• _Description of the task_
Please set down each record exactly as it appears, but leave out any pictures.

(Extracted records)

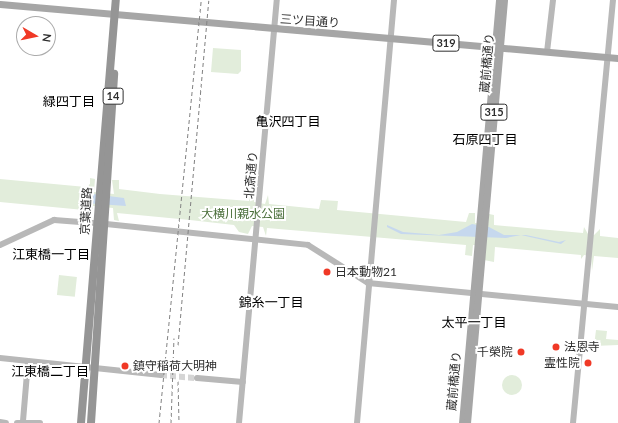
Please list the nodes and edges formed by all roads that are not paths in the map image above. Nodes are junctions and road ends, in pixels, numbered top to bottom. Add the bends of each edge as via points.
1 (116, 0) edge
2 (121, 0) edge
3 (277, 0) edge
4 (394, 0) edge
5 (498, 0) edge
6 (504, 0) edge
7 (553, 0) edge
8 (612, 0) edge
9 (0, 4) edge
10 (117, 16) junction
11 (274, 29) junction
12 (390, 38) junction
13 (498, 47) junction
14 (547, 52) junction
15 (607, 57) junction
16 (618, 58) edge
17 (102, 224) junction
18 (256, 240) junction
19 (0, 245) edge
20 (368, 283) junction
21 (477, 293) junction
22 (584, 304) junction
23 (618, 307) edge
24 (0, 358) edge
25 (28, 361) junction
26 (86, 367) junction
27 (95, 369) junction
28 (161, 375) tunnel mouth
29 (197, 378) tunnel mouth
30 (243, 382) junction
31 (0, 422) edge
32 (20, 422) edge
33 (6, 423) edge
34 (40, 423) edge
35 (81, 423) edge
36 (91, 423) edge
37 (239, 423) edge
38 (357, 423) edge
39 (462, 423) edge
40 (467, 423) edge
41 (573, 423) edge

1 - 10 highway, 京葉道路 / 14
2 - 10 highway, 京葉道路 / 14
3 - 11 street, 北斎通り
4 - 12 street
5 - 13 main road, 蔵前橋通り / 315
6 - 13 main road, 蔵前橋通り / 315
7 - 14 street
8 - 15 street
9 - 10 main road, 三ツ目通り / 319
10 - 11 main road, 三ツ目通り / 319
10 - 17 highway, 京葉道路 / 14
11 - 12 main road, 三ツ目通り / 319
11 - 18 street, 北斎通り
12 - 13 main road, 三ツ目通り / 319
12 - 20 street
13 - 14 main road, 三ツ目通り / 319
13 - 21 main road, 蔵前橋通り / 315 via 479,246
14 - 15 main road, 三ツ目通り / 319
15 - 16 main road, 三ツ目通り / 319
15 - 22 street
17 - 18 street
17 - 19 street via 54,220
17 - 26 highway, 京葉道路 / 14
17 - 27 highway, 京葉道路 / 14
18 - 20 street via 308,245
18 - 30 street, 北斎通り
20 - 21 street
20 - 38 street
21 - 22 street
21 - 39 main road, 蔵前橋通り / 315
21 - 40 main road, 蔵前橋通り / 315
22 - 23 street
22 - 41 street
24 - 25 street
25 - 26 street
25 - 32 street
26 - 27 street
26 - 35 highway, 京葉道路 / 14
27 - 28 street
27 - 36 highway, 京葉道路 / 14
29 - 30 street
30 - 37 street, 北斎通り
31 - 33 street
32 - 34 street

• _Solution to the exercise_
Please list the nodes and edges formed by all roads that are not paths in the map image above. Nodes are junctions and road ends, in pixels, numbered top to bottom. Add the bends of each edge as via points.
1 (116, 0) edge
2 (121, 0) edge
3 (277, 0) edge
4 (394, 0) edge
5 (498, 0) edge
6 (504, 0) edge
7 (553, 0) edge
8 (612, 0) edge
9 (0, 4) edge
10 (117, 16) junction
11 (274, 29) junction
12 (390, 38) junction
13 (498, 47) junction
14 (547, 52) junction
15 (607, 57) junction
16 (618, 58) edge
17 (102, 224) junction
18 (256, 240) junction
19 (0, 245) edge
20 (368, 283) junction
21 (477, 293) junction
22 (584, 304) junction
23 (618, 307) edge
24 (0, 358) edge
25 (28, 361) junction
26 (86, 367) junction
27 (95, 369) junction
28 (161, 375) tunnel mouth
29 (197, 378) tunnel mouth
30 (243, 382) junction
31 (0, 422) edge
32 (20, 422) edge
33 (6, 423) edge
34 (40, 423) edge
35 (81, 423) edge
36 (91, 423) edge
37 (239, 423) edge
38 (357, 423) edge
39 (462, 423) edge
40 (467, 423) edge
41 (573, 423) edge

1 - 10 highway, 京葉道路 / 14
2 - 10 highway, 京葉道路 / 14
3 - 11 street, 北斎通り
4 - 12 street
5 - 13 main road, 蔵前橋通り / 315
6 - 13 main road, 蔵前橋通り / 315
7 - 14 street
8 - 15 street
9 - 10 main road, 三ツ目通り / 319
10 - 11 main road, 三ツ目通り / 319
10 - 17 highway, 京葉道路 / 14
11 - 12 main road, 三ツ目通り / 319
11 - 18 street, 北斎通り
12 - 13 main road, 三ツ目通り / 319
12 - 20 street
13 - 14 main road, 三ツ目通り / 319
13 - 21 main road, 蔵前橋通り / 315 via 479,246
14 - 15 main road, 三ツ目通り / 319
15 - 16 main road, 三ツ目通り / 319
15 - 22 street
17 - 18 street
17 - 19 street via 54,220
17 - 26 highway, 京葉道路 / 14
17 - 27 highway, 京葉道路 / 14
18 - 20 street via 308,245
18 - 30 street, 北斎通り
20 - 21 street
20 - 38 street
21 - 22 street
21 - 39 main road, 蔵前橋通り / 315
21 - 40 main road, 蔵前橋通り / 315
22 - 23 street
22 - 41 street
24 - 25 street
25 - 26 street
25 - 32 street
26 - 27 street
26 - 35 highway, 京葉道路 / 14
27 - 28 street
27 - 36 highway, 京葉道路 / 14
29 - 30 street
30 - 37 street, 北斎通り
31 - 33 street
32 - 34 street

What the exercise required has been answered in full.